#### Your assignment
Print every record exactly as it appears. Leave the pictures out.

..............................

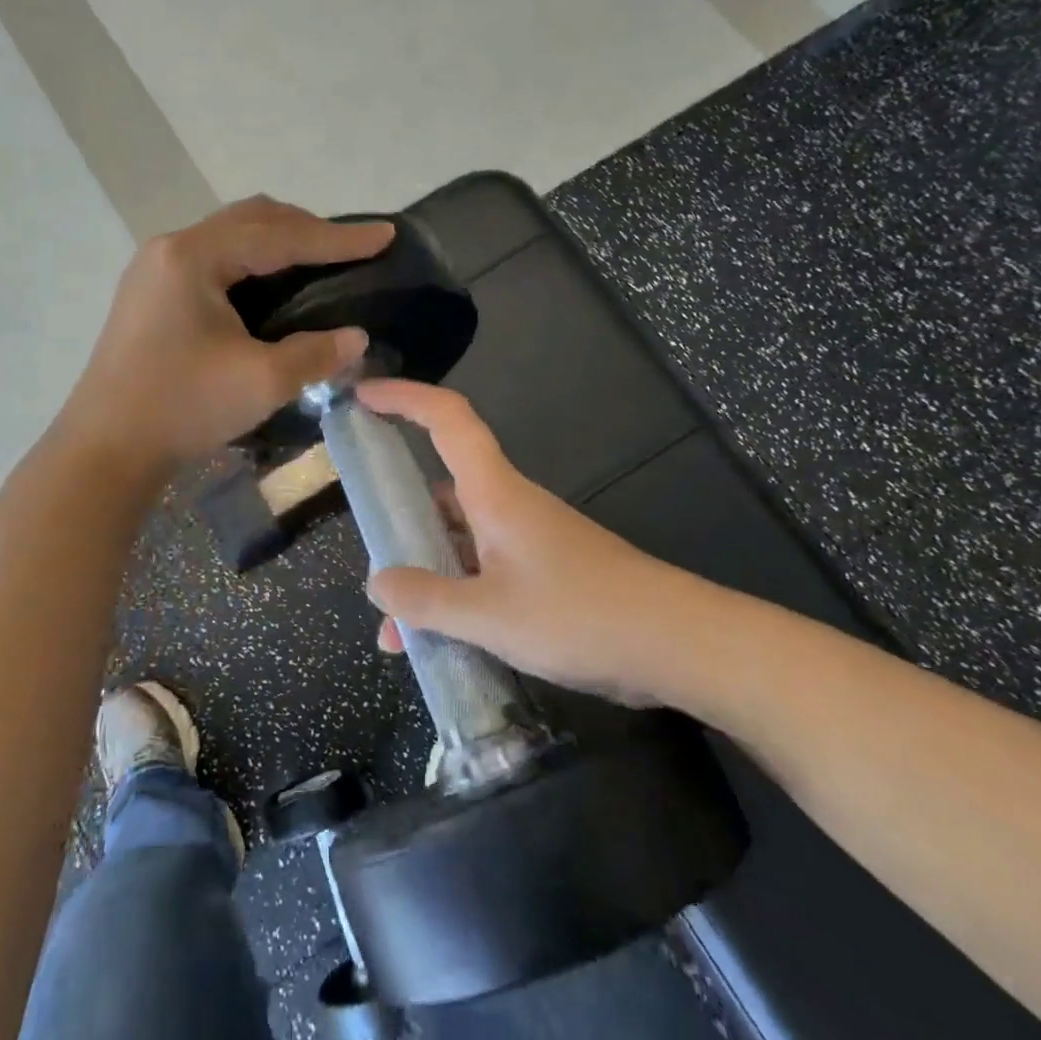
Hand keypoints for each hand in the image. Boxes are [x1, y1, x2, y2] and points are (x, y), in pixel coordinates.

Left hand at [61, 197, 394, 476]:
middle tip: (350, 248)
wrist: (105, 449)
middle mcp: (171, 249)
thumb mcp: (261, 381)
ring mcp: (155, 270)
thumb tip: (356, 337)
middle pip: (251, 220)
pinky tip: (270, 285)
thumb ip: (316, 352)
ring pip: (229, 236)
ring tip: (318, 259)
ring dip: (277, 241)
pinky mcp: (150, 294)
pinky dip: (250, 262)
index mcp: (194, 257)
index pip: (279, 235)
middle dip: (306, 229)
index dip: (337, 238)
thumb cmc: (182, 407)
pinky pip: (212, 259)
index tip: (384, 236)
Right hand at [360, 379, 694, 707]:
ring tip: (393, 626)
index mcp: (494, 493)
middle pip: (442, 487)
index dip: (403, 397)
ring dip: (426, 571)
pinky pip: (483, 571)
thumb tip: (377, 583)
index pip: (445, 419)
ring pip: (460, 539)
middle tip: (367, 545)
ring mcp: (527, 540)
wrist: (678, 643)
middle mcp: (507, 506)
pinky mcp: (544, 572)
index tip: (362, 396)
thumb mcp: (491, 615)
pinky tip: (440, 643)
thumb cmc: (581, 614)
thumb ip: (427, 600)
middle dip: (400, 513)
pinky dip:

..............................

#### Answer to this problem
Hand keypoints for each hand in the image. Boxes are [x1, y1, x2, y2] and points are (x, y), in pixel coordinates.

Left hand at [61, 197, 394, 476]:
middle tip: (350, 248)
wrist: (105, 449)
middle mcp: (171, 249)
thumb mcp: (261, 381)
ring mcp: (155, 270)
thumb tip: (356, 337)
middle pip: (251, 220)
pinky tip: (270, 285)
thumb ip: (316, 352)
ring pip: (229, 236)
ring tip: (318, 259)
ring dip: (277, 241)
pinky mcp: (150, 294)
pinky dip: (250, 262)
index mcp: (194, 257)
index pip: (279, 235)
middle dip: (306, 229)
index dip: (337, 238)
thumb cmc: (182, 407)
pinky pip: (212, 259)
index tip: (384, 236)
Right hand at [360, 379, 694, 707]:
ring tip: (393, 626)
index mcp: (494, 493)
middle pip: (442, 487)
index dip: (403, 397)
ring dip: (426, 571)
pinky pip: (483, 571)
thumb tip: (377, 583)
index pip: (445, 419)
ring pip: (460, 539)
middle tip: (367, 545)
ring mcp: (527, 540)
wrist: (678, 643)
middle mcp: (507, 506)
pinky mcp: (544, 572)
index tip: (362, 396)
thumb mcp: (491, 615)
pinky tip: (440, 643)
thumb cmc: (581, 614)
thumb ip: (427, 600)
middle dip: (400, 513)
pinky dip:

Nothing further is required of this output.